The defendants contend that the conduct relied on by the plaintiffs is actionable as securities fraud for the additional reason that the COBRA Strategy involved acquisition of shares in S Corporations, which are securities, as well as publicly traded stock. According to the plaintiffs, they were induced to purchase and later sell shares of Lucent Technologies, and the digital option contracts, as part of the overall COBRA Strategy. Complaint ¶¶ 138, 152-55. The plaintiffs also allege that they formed an S Corporation "for the purpose of carrying out the COBRA strategy" and in the process acquired stock in that S Corporation. Complaint ¶¶ 136, 139, 145, 158, 163, 165, 169, 172, 178, 181, 184, 187, 190. Although the plaintiffs assert that the formation and capitalization of the S Corporation is "in no way a purchase or sale of securities," they fail to cite any legal authority to support this position. Plaintiffs' Consolidated Response at 15 (emphasis in original). Contrary to the plaintiffs' assertion, the shares in these corporations are considered securities. See, e.g., Landreth Timber Company v. Landreth, 471 U.S. 681, 693-94 (1985) (stock in a closely held corporation is a security). Further, the issuance of these shares to the plaintiffs as part of the COBRA Strategy constitutes a "sale" under the federal securities laws. Rekant v. Desser, 425 F.2d 872, 877 (5th Cir. 1970); Ruckle v. Roto American Corporation, 339 F.2d 24, 27 (2d Cir. 1964). As a result, the RICO claims are barred by the PSLRA for this reason as well.
The plaintiffs contend that whether or not the shares of Lucent Technologies are securities is "irrelevant" because some non-security might have been substituted for securities in the transactions to accomplish the desired basis-shifting on which the tax strategy depended. See Plaintiffs' Consolidated Response at 11-12. Nevertheless, whether the sale or transfer of something else could have been substituted for Lucent Technologies is not the point. These shares are at the heart of the alleged fraudulent scheme upon which the plaintiffs' RICO claims are premised. The fact remains that the plaintiffs' contributions were in the form of stock, and thus the artificial basis created by the series of options transactions was meant to and did in fact attach to that stock.

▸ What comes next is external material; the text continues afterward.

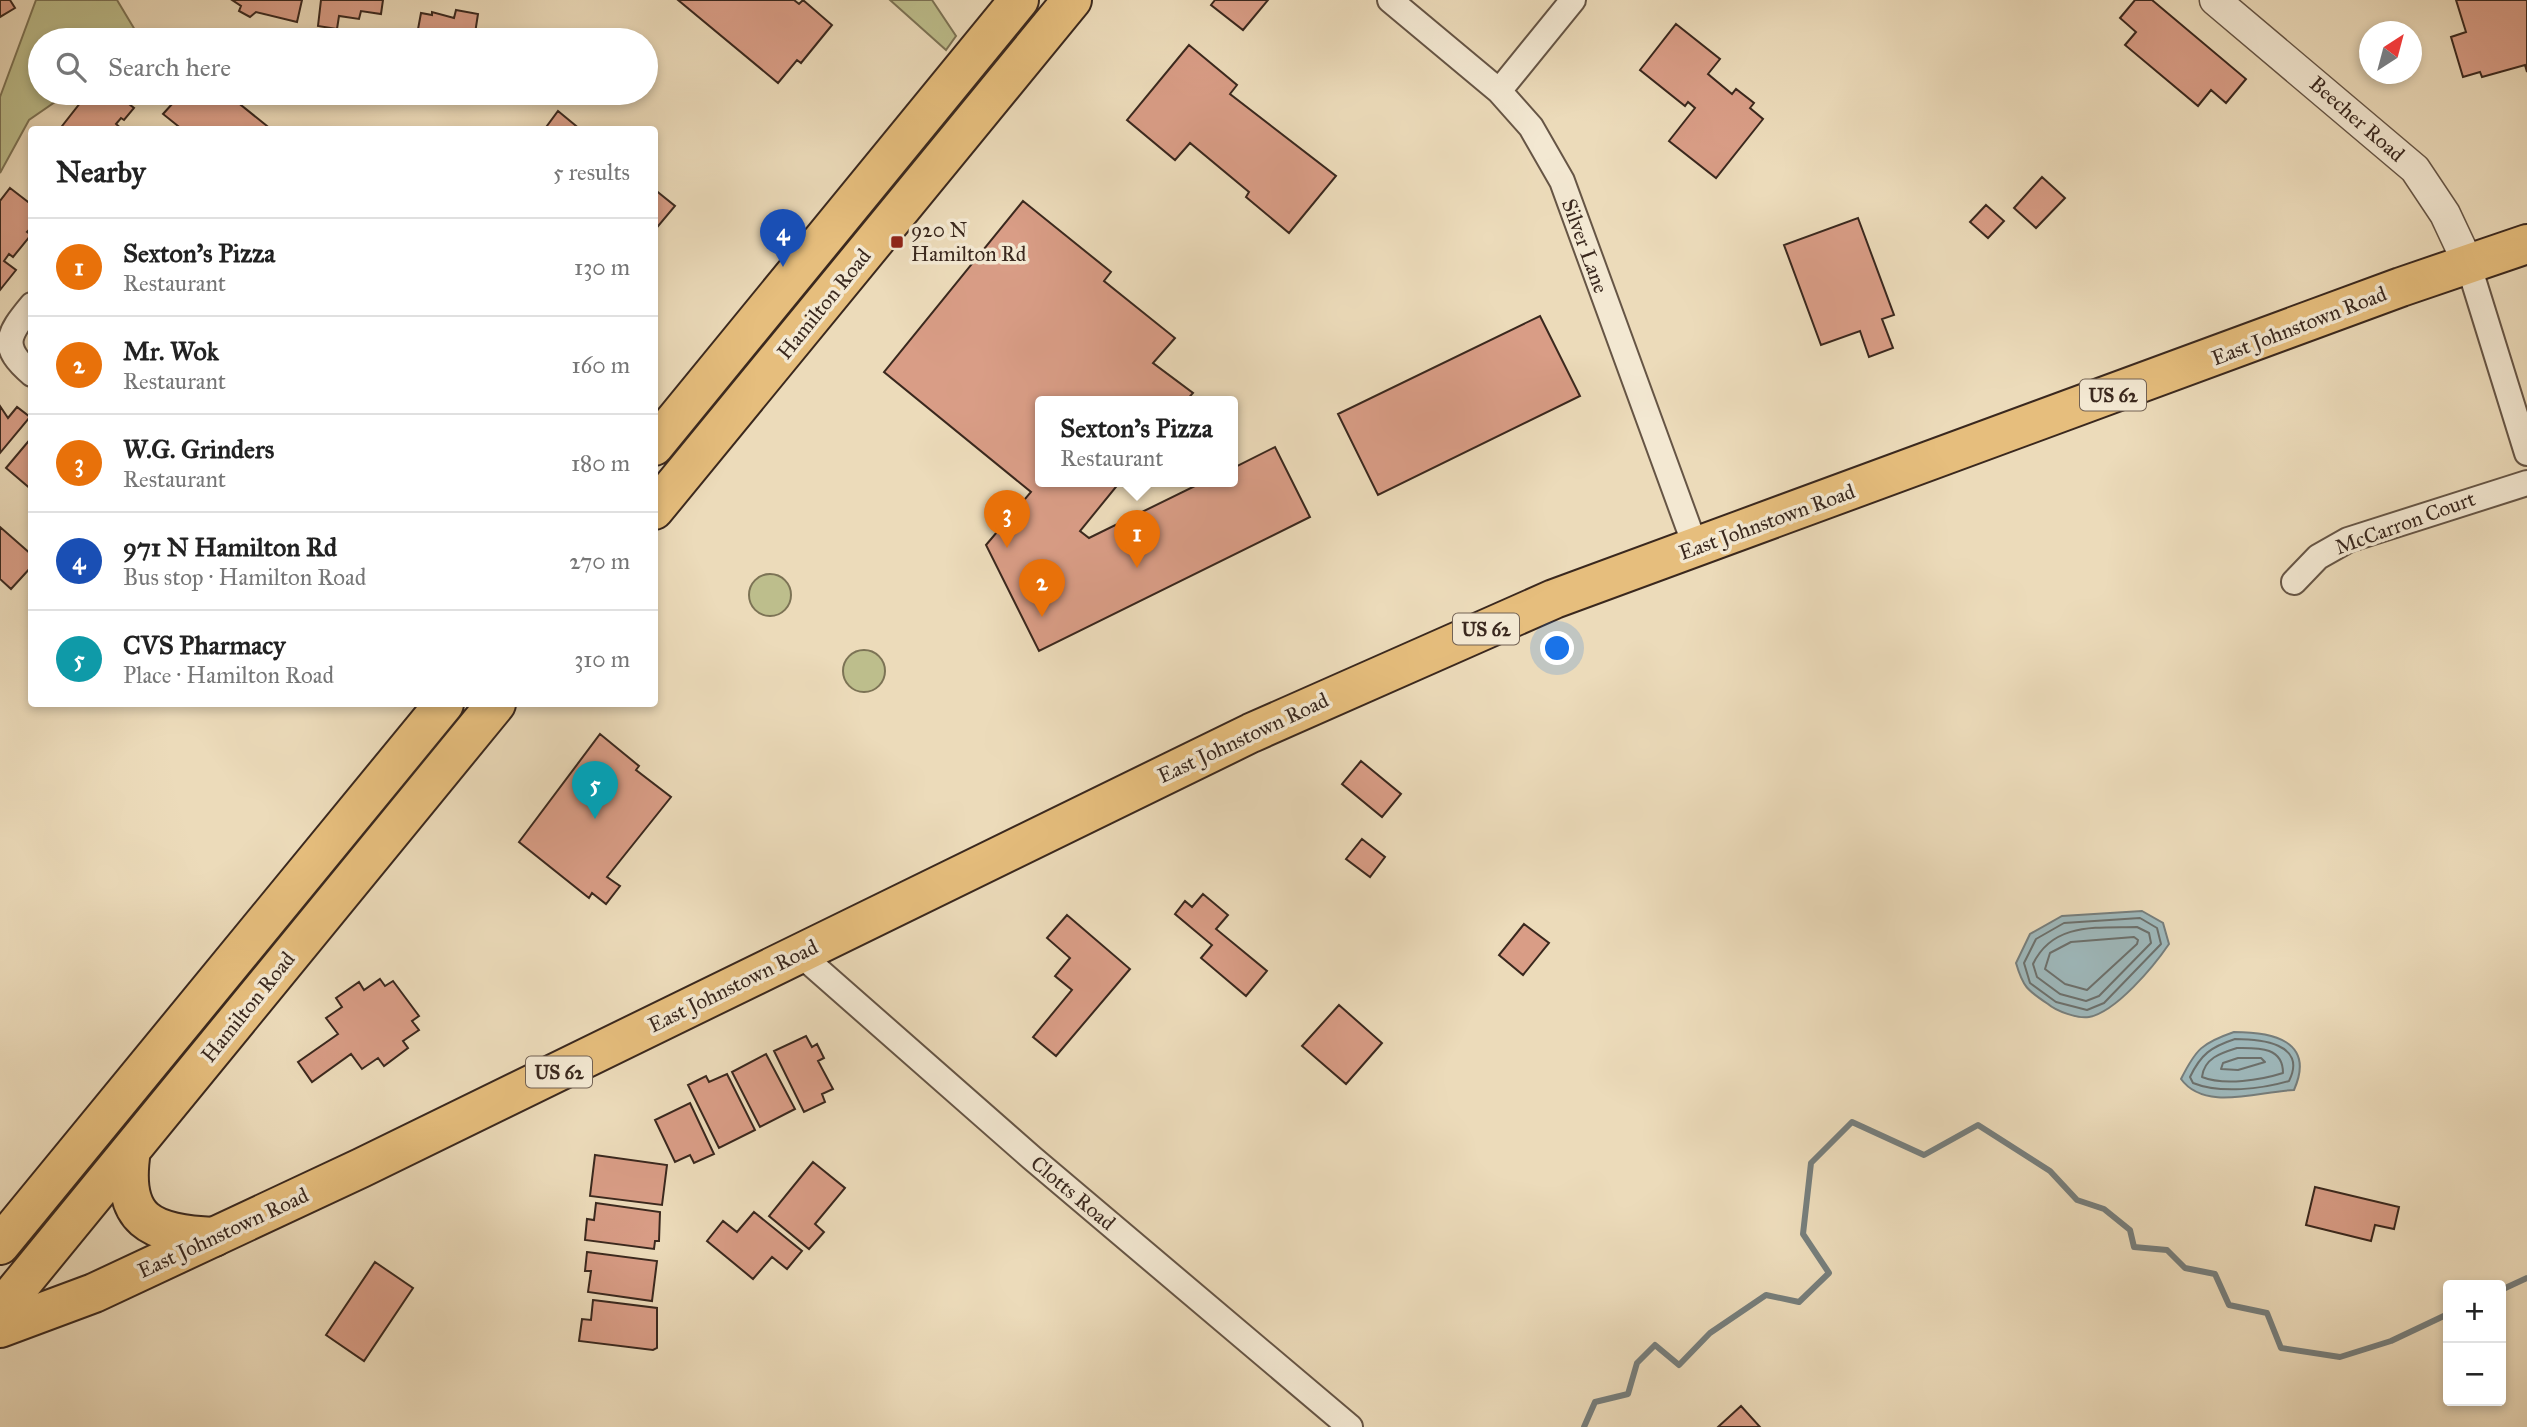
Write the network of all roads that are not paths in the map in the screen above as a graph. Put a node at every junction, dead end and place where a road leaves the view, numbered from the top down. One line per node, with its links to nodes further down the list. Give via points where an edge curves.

In the complaint, several of the plaintiffs allege that the defendants induced them to participate in the COBRA Strategy because they knew the plaintiffs expected to incur substantial capital gains from the sale of stock or the exercise of stock options. Although the plaintiffs characterized the false and misleading statements of the defendants as mail and wire fraud, those statements — if proved — are actionable as securities fraud. The instant case is strikingly similar to Seippel. In Seippel, the plaintiff alleged that the defendants took advantage of their knowledge of the plaintiff's plan to exercise stock options in order to induce the plaintiff into participating in a COBRA Strategy. 341 F. Supp. 2d at 373-75. The court determined that these allegations were not actionable under the federal RICO statute because the transaction was "in connection with" the plaintiffs' sale of stock:

There is no question here that defendants' alleged scheme, which dates back to 1996, coincided temporally with the sale of Mr. Seippel's stock. The Seippels have alleged that defendants were engaged in a fraudulent scheme before, during and after the stock transaction. The stock transaction was integrally related to the fraudulent scheme. Defendants contacted the Seippels, as part of their scheme, precisely because of his sale of stock, and took advantage of their knowledge of Mr. Seippel's planned securities transaction to induce him to take part in the COBRA transaction.
Id. at 374.

Similarly, the stock transactions in the present case were integrally related to the alleged fraudulent scheme. Here, as in Seippel, the plaintiffs maintain that the defendants approached several plaintiffs to induce them to enter into the COBRA Strategy because the defendants allegedly knew that those plaintiffs expected to incur a substantial capital gain from the sale of stock or the exercise of stock options. See Complaint ¶¶ 81, 90, 95, 98, 101, 104, 115, 117, 122. In particular, the Anderson and Griffith plaintiffs allege they participated in the COBRA Strategy to offset substantial gains they expected to realize from the sale of stock. See id. ¶¶ 81, 89-90. The Griffith plaintiffs further allege that the Lincoln defendants aggressively pressured them "to sell as much stock as they could because the Strategy might not be available in later years `due to possible law changes'" and they told the Griffiths "that they could not do the transaction for less than a $5 million income offset." Id. ¶ 90.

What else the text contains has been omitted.